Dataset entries
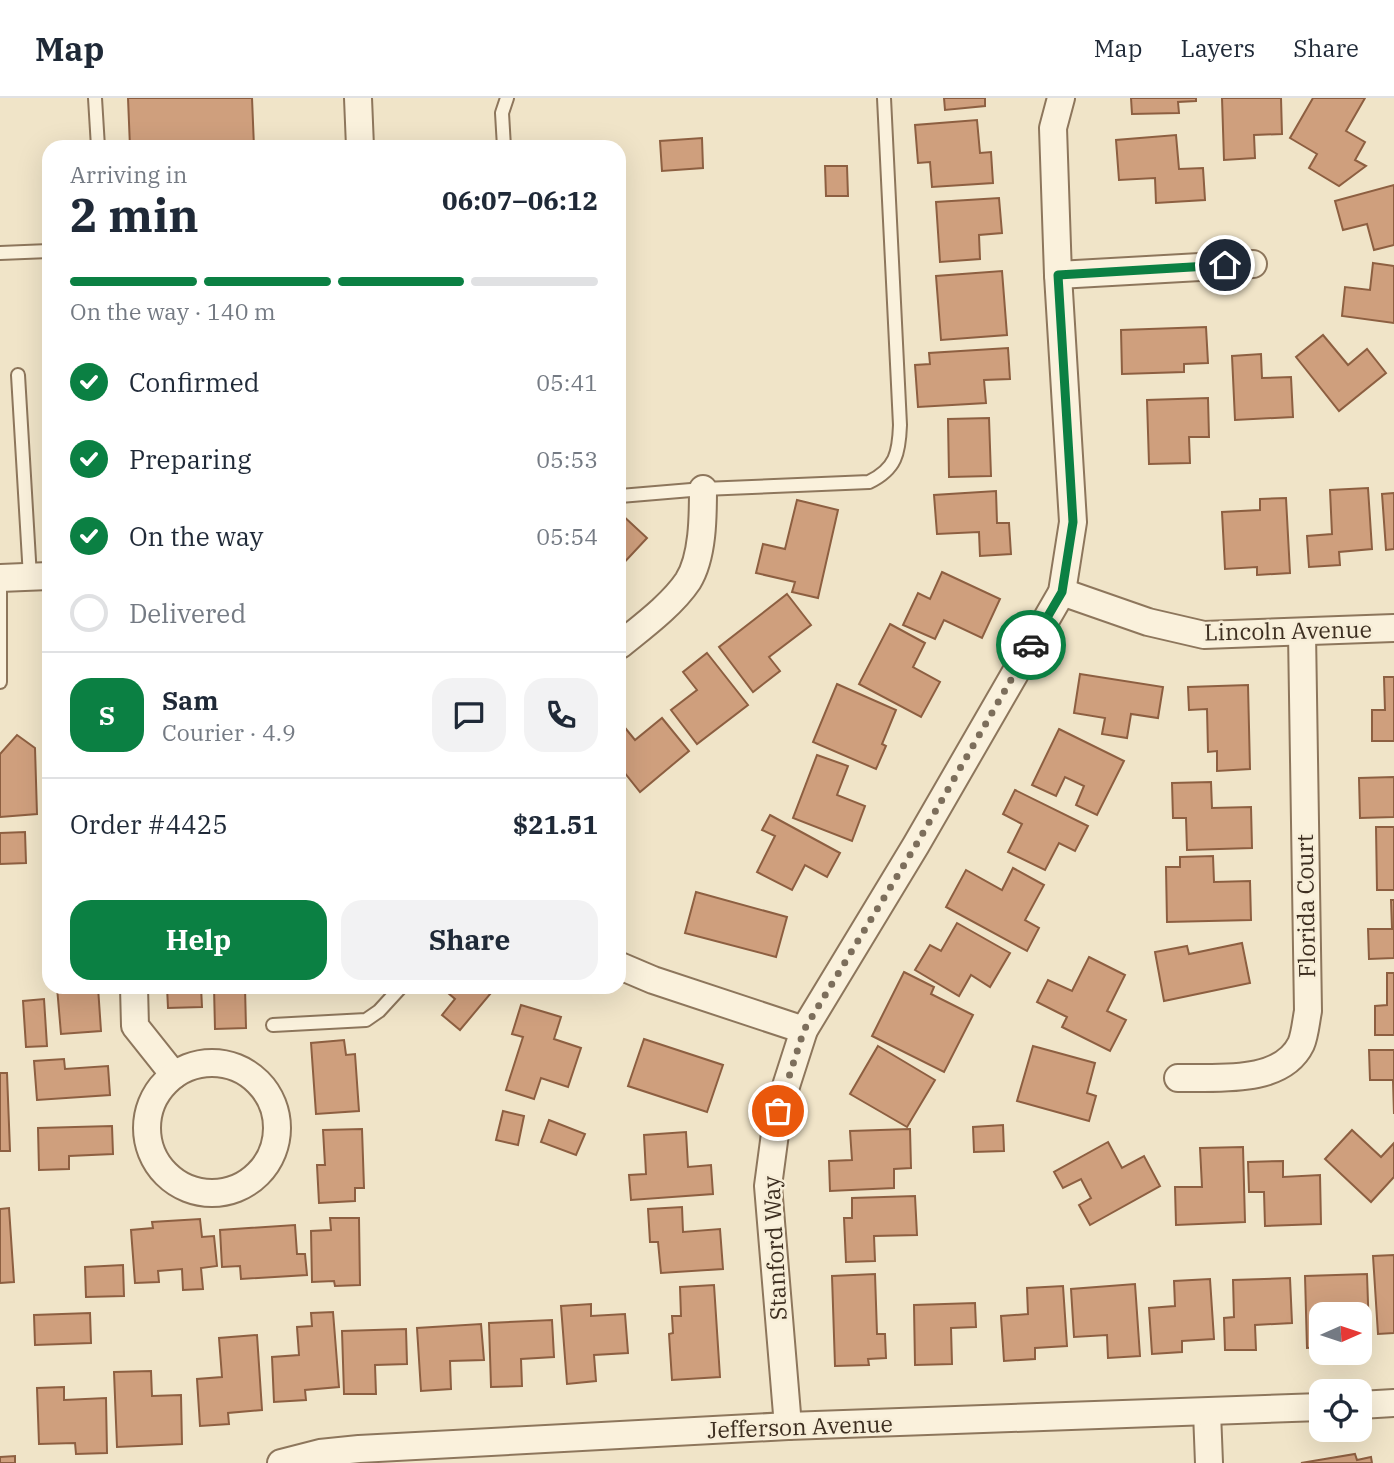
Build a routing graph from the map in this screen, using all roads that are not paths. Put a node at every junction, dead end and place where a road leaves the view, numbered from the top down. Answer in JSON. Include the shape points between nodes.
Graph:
{"nodes":[{"id":1,"x":95,"y":98,"type":"edge"},
{"id":2,"x":358,"y":98,"type":"edge"},
{"id":3,"x":507,"y":98,"type":"edge"},
{"id":4,"x":884,"y":98,"type":"edge"},
{"id":5,"x":1061,"y":98,"type":"edge"},
{"id":6,"x":98,"y":140,"type":"edge"},
{"id":7,"x":360,"y":140,"type":"edge"},
{"id":8,"x":504,"y":140,"type":"edge"},
{"id":9,"x":42,"y":251,"type":"edge"},
{"id":10,"x":0,"y":253,"type":"edge"},
{"id":11,"x":1253,"y":264,"type":"dead end"},
{"id":12,"x":1058,"y":275,"type":"junction"},
{"id":13,"x":18,"y":375,"type":"dead end"},
{"id":14,"x":703,"y":489,"type":"junction"},
{"id":15,"x":626,"y":495,"type":"edge"},
{"id":16,"x":39,"y":576,"type":"edge"},
{"id":17,"x":0,"y":578,"type":"edge"},
{"id":18,"x":0,"y":591,"type":"edge"},
{"id":19,"x":1062,"y":592,"type":"junction"},
{"id":20,"x":1394,"y":628,"type":"edge"},
{"id":21,"x":1302,"y":633,"type":"junction"},
{"id":22,"x":626,"y":640,"type":"edge"},
{"id":23,"x":0,"y":682,"type":"edge"},
{"id":24,"x":626,"y":969,"type":"edge"},
{"id":25,"x":134,"y":994,"type":"edge"},
{"id":26,"x":395,"y":994,"type":"edge"},
{"id":27,"x":273,"y":1025,"type":"dead end"},
{"id":28,"x":804,"y":1030,"type":"junction"},
{"id":29,"x":174,"y":1074,"type":"junction"},
{"id":30,"x":1178,"y":1079,"type":"dead end"},
{"id":31,"x":1394,"y":1404,"type":"edge"},
{"id":32,"x":1372,"y":1405,"type":"edge"},
{"id":33,"x":1309,"y":1408,"type":"edge"},
{"id":34,"x":1207,"y":1412,"type":"junction"},
{"id":35,"x":788,"y":1426,"type":"junction"},
{"id":36,"x":281,"y":1463,"type":"edge"},
{"id":37,"x":1209,"y":1463,"type":"edge"}],
"edges":[{"from":1,"to":6,"type":"lane"},
{"from":2,"to":7,"type":"street"},
{"from":3,"to":8,"type":"lane","via":[[502,113]]},
{"from":4,"to":14,"type":"lane","via":[[899,454],[881,477],[869,482]]},
{"from":5,"to":12,"type":"street","name":"Stanford Way","via":[[1053,128]]},
{"from":9,"to":10,"type":"lane"},
{"from":11,"to":12,"type":"street"},
{"from":12,"to":19,"type":"street","name":"Stanford Way","via":[[1073,522]]},
{"from":13,"to":16,"type":"lane"},
{"from":14,"to":15,"type":"lane"},
{"from":14,"to":22,"type":"street","via":[[700,547],[688,580]]},
{"from":16,"to":17,"type":"street"},
{"from":18,"to":23,"type":"lane"},
{"from":19,"to":21,"type":"street","name":"Lincoln Avenue","via":[[1148,622],[1204,635]]},
{"from":19,"to":28,"type":"street","name":"Stanford Way"},
{"from":20,"to":21,"type":"street","name":"Lincoln Avenue"},
{"from":21,"to":30,"type":"street","name":"Florida Court","via":[[1308,1011],[1300,1044],[1284,1064],[1262,1074]]},
{"from":24,"to":28,"type":"street"},
{"from":25,"to":29,"type":"street","via":[[135,1026]]},
{"from":26,"to":27,"type":"lane","via":[[366,1020]]},
{"from":28,"to":35,"type":"street","name":"Stanford Way","via":[[778,1111],[768,1186]]},
{"from":29,"to":29,"type":"street","via":[[149,1108],[146,1128],[159,1167],[174,1182],[214,1194],[253,1179],[268,1162],[276,1141],[277,1119],[270,1097],[257,1079],[238,1067],[216,1062]]},
{"from":31,"to":32,"type":"street"},
{"from":33,"to":34,"type":"street","name":"Jefferson Avenue"},
{"from":34,"to":35,"type":"street","name":"Jefferson Avenue"},
{"from":34,"to":37,"type":"street"},
{"from":35,"to":36,"type":"street","name":"Jefferson Avenue","via":[[359,1449]]}]}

**Directions for this task**
Please show, exactly as written, every line above that contains the word "nodes".

**Exercise result**
Build a routing graph from the map in this screen, using all roads that are not paths. Put a node at every junction, dead end and place where a road leaves the view, numbered from the top down. Answer in JSON. Include the shape points between nodes.
{"nodes":[{"id":1,"x":95,"y":98,"type":"edge"},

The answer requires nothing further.